- Work instructions
In duplicating the lines below, keep every word unchanged and drop the pictures.

- Record extracts
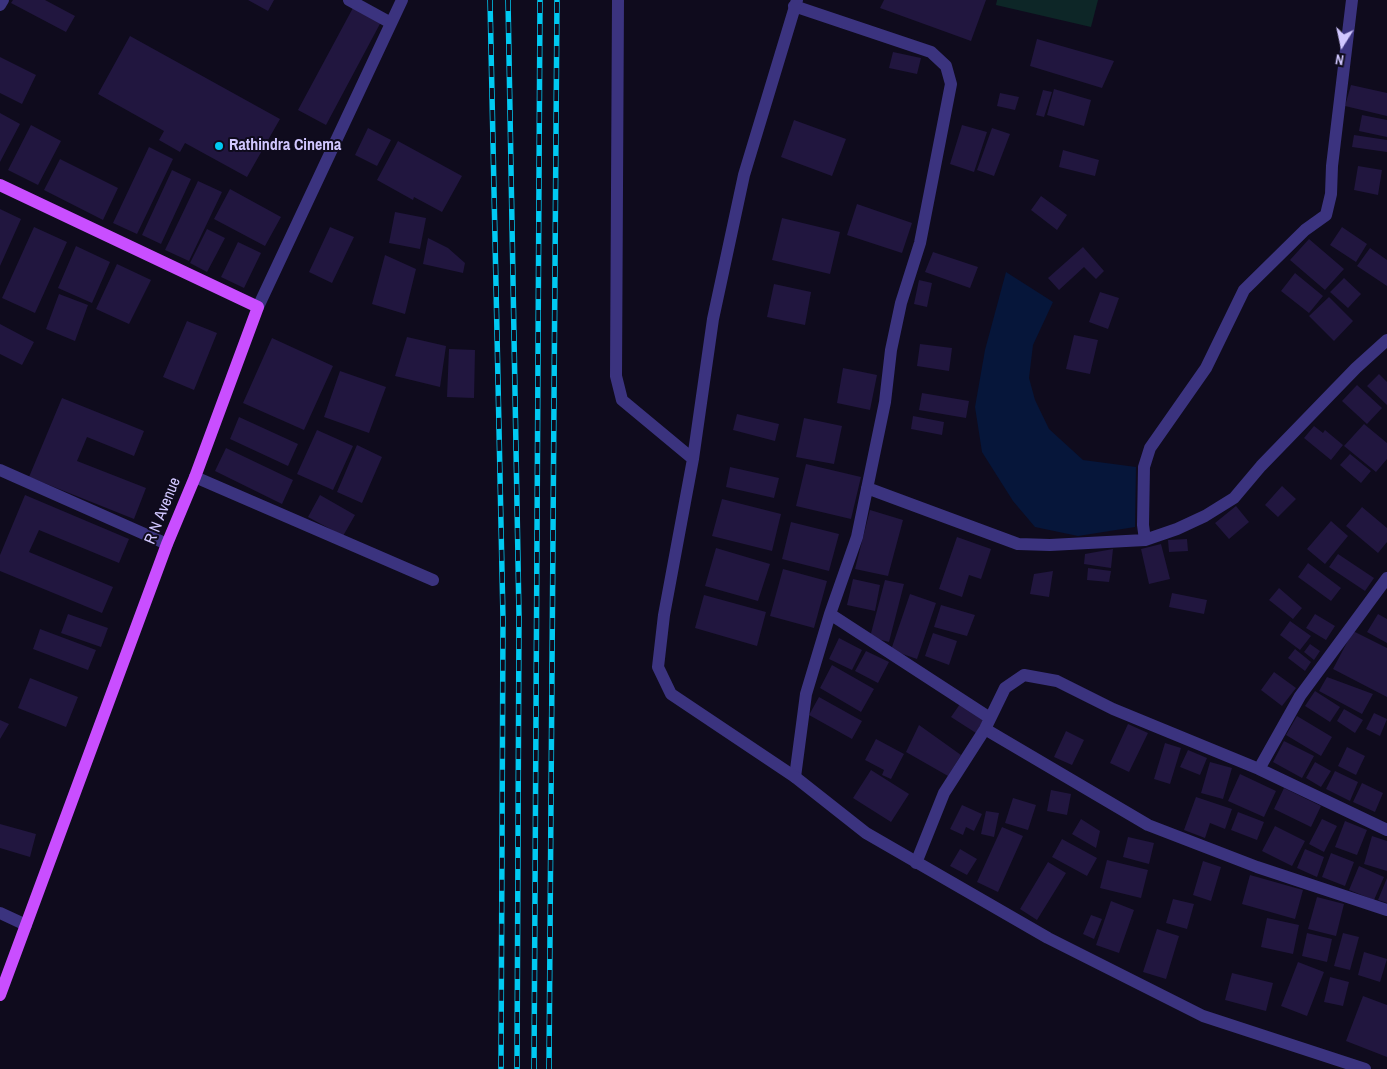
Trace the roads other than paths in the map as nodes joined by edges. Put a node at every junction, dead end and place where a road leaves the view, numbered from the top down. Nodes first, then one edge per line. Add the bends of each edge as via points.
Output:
1 (3, 0) edge
2 (350, 0) edge
3 (402, 0) edge
4 (618, 0) edge
5 (1352, 0) edge
6 (796, 3) edge
7 (0, 5) edge
8 (391, 23) junction
9 (0, 184) edge
10 (258, 307) junction
11 (1387, 340) edge
12 (693, 459) junction
13 (0, 470) edge
14 (195, 477) junction
15 (867, 488) junction
16 (1146, 540) junction
17 (167, 544) junction
18 (1387, 578) edge
19 (433, 580) dead end
20 (830, 614) junction
21 (987, 724) junction
22 (1259, 769) junction
23 (795, 776) junction
24 (1387, 830) edge
25 (916, 863) junction
26 (1387, 910) edge
27 (0, 913) edge
28 (26, 925) junction
29 (0, 995) edge
30 (1365, 1069) edge

1 - 7 street
2 - 8 street
3 - 8 street
4 - 12 street via 616,376 622,400
5 - 16 street via 1326,215 1305,230 1244,290 1206,368 1150,448 1144,467 1143,525
6 - 12 street via 744,175 713,319
6 - 15 street via 931,52 946,66 951,84 920,243 901,303 891,350 885,402
8 - 10 street
9 - 10 main road
10 - 14 main road, R N Avenue
11 - 16 street via 1261,466 1234,498 1205,516
12 - 23 street via 664,615 658,667 671,694
13 - 17 street
14 - 17 main road, R N Avenue
14 - 19 street
15 - 16 street via 1018,544 1050,546
15 - 20 street via 857,537
17 - 28 main road, R N Avenue
18 - 22 street via 1300,696
20 - 21 street
20 - 23 street via 806,694
21 - 22 street via 1005,688 1024,675 1058,681 1113,709
21 - 25 street via 944,793
21 - 26 street via 1148,825 1257,867
22 - 24 street
23 - 25 street via 866,833
25 - 30 street via 1048,938 1203,1016
27 - 28 street
28 - 29 main road, R N Avenue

- Solution for this problem
Trace the roads other than paths in the map as nodes joined by edges. Put a node at every junction, dead end and place where a road leaves the view, numbered from the top down. Nodes first, then one edge per line. Add the bends of each edge as via points.
Output:
1 (3, 0) edge
2 (350, 0) edge
3 (402, 0) edge
4 (618, 0) edge
5 (1352, 0) edge
6 (796, 3) edge
7 (0, 5) edge
8 (391, 23) junction
9 (0, 184) edge
10 (258, 307) junction
11 (1387, 340) edge
12 (693, 459) junction
13 (0, 470) edge
14 (195, 477) junction
15 (867, 488) junction
16 (1146, 540) junction
17 (167, 544) junction
18 (1387, 578) edge
19 (433, 580) dead end
20 (830, 614) junction
21 (987, 724) junction
22 (1259, 769) junction
23 (795, 776) junction
24 (1387, 830) edge
25 (916, 863) junction
26 (1387, 910) edge
27 (0, 913) edge
28 (26, 925) junction
29 (0, 995) edge
30 (1365, 1069) edge

1 - 7 street
2 - 8 street
3 - 8 street
4 - 12 street via 616,376 622,400
5 - 16 street via 1326,215 1305,230 1244,290 1206,368 1150,448 1144,467 1143,525
6 - 12 street via 744,175 713,319
6 - 15 street via 931,52 946,66 951,84 920,243 901,303 891,350 885,402
8 - 10 street
9 - 10 main road
10 - 14 main road, R N Avenue
11 - 16 street via 1261,466 1234,498 1205,516
12 - 23 street via 664,615 658,667 671,694
13 - 17 street
14 - 17 main road, R N Avenue
14 - 19 street
15 - 16 street via 1018,544 1050,546
15 - 20 street via 857,537
17 - 28 main road, R N Avenue
18 - 22 street via 1300,696
20 - 21 street
20 - 23 street via 806,694
21 - 22 street via 1005,688 1024,675 1058,681 1113,709
21 - 25 street via 944,793
21 - 26 street via 1148,825 1257,867
22 - 24 street
23 - 25 street via 866,833
25 - 30 street via 1048,938 1203,1016
27 - 28 street
28 - 29 main road, R N Avenue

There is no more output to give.